→ What is expected:
Your answer should be every line with the word "Bakare", copied from the data below.
[[ Information provided open ]]
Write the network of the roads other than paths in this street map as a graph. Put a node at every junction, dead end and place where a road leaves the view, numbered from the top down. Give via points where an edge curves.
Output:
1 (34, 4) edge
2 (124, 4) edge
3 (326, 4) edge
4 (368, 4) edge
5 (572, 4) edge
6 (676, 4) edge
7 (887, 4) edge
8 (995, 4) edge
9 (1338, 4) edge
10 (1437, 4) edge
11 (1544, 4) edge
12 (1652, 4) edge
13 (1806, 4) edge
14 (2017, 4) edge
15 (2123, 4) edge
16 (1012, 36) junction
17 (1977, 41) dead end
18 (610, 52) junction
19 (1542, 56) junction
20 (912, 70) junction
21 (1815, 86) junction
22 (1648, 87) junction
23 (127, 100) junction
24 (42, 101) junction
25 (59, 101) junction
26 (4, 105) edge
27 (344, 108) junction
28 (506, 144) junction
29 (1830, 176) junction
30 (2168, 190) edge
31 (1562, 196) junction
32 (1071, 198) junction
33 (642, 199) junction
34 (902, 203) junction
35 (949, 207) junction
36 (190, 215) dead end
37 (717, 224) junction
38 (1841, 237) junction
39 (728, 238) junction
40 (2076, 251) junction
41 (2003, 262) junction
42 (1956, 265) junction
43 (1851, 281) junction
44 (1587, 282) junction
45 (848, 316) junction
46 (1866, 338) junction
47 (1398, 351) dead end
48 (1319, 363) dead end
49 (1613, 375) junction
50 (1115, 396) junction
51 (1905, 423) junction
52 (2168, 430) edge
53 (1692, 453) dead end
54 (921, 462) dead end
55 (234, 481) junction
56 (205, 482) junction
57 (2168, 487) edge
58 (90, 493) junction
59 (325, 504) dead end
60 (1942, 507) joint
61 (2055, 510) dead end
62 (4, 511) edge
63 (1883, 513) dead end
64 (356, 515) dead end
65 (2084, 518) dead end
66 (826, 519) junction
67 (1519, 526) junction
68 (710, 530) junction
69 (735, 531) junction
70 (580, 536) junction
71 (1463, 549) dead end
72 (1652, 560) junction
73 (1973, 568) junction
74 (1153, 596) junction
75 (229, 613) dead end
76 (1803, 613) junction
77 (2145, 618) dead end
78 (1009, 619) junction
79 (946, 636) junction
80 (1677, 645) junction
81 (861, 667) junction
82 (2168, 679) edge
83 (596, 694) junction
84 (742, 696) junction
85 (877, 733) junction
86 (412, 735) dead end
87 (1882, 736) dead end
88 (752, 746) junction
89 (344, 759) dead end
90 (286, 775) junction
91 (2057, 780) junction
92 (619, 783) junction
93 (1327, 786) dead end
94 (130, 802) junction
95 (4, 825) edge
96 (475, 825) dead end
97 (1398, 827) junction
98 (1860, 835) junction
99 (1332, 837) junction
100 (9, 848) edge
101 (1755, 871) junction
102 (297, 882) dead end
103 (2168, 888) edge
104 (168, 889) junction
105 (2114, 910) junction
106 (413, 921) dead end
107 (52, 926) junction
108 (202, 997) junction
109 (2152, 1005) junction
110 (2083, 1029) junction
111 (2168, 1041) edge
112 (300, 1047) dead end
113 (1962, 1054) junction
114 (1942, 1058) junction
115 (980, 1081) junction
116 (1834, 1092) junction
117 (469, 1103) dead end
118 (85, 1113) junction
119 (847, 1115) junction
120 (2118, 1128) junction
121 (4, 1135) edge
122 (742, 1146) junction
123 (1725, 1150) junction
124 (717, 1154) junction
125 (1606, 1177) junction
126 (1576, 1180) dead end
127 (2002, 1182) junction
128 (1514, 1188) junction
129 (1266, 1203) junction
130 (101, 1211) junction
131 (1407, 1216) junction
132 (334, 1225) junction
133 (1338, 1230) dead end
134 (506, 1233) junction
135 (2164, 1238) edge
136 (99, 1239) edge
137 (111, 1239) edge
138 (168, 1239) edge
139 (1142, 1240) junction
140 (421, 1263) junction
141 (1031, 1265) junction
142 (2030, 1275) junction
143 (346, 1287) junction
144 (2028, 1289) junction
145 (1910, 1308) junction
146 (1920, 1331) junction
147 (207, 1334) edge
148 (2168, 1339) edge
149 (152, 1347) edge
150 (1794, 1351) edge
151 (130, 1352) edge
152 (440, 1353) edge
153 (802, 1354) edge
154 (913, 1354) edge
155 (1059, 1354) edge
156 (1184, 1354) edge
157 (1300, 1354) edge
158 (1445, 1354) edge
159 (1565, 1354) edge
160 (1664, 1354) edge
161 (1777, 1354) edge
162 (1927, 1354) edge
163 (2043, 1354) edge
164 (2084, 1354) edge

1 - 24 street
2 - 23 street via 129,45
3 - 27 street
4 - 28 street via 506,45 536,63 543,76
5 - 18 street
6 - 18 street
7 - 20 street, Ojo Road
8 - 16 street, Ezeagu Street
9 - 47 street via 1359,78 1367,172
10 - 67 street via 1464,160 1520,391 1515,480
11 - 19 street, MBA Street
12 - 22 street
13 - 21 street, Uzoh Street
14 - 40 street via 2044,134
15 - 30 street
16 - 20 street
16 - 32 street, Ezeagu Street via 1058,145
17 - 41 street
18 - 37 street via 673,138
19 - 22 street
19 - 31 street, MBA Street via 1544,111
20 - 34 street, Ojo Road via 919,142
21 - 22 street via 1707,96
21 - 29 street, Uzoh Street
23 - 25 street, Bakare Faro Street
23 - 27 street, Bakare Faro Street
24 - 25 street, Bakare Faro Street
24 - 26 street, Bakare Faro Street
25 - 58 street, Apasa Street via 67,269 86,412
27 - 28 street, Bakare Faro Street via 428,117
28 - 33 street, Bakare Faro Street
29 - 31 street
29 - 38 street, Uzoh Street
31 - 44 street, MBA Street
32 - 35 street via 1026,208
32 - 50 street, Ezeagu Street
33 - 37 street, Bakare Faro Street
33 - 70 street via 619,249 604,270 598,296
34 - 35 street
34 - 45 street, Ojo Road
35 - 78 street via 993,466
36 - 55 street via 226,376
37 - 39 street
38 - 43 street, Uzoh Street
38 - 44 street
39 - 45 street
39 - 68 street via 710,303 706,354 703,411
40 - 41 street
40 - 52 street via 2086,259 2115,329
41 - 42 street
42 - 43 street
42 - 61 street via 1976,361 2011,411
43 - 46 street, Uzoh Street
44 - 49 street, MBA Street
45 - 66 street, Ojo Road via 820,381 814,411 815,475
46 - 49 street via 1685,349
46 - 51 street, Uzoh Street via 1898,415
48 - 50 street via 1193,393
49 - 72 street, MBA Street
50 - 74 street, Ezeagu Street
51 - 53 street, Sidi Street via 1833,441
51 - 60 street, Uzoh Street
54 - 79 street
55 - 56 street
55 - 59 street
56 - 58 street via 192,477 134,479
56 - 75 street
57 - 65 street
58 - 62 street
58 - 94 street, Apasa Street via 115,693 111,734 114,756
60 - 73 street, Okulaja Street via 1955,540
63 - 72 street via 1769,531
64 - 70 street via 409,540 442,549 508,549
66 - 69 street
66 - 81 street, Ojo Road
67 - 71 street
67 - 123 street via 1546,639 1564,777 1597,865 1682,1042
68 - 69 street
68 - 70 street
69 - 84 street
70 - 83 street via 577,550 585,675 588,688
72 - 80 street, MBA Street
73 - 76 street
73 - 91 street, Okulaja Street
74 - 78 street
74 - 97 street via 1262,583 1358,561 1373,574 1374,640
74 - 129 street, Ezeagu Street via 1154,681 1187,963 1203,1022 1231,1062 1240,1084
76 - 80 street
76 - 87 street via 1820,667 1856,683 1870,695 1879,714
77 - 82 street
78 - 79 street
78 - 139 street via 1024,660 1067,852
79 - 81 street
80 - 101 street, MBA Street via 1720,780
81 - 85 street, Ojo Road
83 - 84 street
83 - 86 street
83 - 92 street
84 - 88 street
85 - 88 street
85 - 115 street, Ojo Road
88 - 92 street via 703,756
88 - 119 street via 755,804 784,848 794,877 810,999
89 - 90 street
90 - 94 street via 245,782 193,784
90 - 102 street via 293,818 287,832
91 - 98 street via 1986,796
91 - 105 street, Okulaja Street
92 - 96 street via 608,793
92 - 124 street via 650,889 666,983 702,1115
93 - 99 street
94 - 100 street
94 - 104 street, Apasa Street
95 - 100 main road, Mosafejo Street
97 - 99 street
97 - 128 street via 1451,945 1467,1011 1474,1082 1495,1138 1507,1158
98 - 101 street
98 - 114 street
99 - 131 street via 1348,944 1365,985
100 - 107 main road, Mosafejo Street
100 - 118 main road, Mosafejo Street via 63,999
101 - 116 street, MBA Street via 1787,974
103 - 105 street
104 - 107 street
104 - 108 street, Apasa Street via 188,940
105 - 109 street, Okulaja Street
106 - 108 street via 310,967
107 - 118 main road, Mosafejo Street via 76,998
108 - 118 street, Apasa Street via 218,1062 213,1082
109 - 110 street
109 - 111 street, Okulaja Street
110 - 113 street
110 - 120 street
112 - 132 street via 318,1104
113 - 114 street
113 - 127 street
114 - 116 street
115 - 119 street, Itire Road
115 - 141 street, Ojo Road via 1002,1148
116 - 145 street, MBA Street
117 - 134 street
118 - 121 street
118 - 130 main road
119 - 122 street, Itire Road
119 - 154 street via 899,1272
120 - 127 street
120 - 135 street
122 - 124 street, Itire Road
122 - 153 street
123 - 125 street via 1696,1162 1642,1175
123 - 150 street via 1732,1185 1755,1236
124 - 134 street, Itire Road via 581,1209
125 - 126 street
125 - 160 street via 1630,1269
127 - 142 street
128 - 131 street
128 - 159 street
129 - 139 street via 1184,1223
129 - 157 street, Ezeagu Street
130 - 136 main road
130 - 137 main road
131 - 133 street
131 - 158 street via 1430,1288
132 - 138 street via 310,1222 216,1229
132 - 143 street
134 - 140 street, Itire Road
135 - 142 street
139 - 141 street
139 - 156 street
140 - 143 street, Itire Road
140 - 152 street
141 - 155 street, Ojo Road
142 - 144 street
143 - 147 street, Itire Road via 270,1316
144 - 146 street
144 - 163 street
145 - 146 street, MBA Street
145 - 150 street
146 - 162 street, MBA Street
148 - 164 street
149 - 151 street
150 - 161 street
[[ Information provided closed ]]
→ Answer box:
23 - 25 street, Bakare Faro Street
23 - 27 street, Bakare Faro Street
24 - 25 street, Bakare Faro Street
24 - 26 street, Bakare Faro Street
27 - 28 street, Bakare Faro Street via 428,117
28 - 33 street, Bakare Faro Street
33 - 37 street, Bakare Faro Street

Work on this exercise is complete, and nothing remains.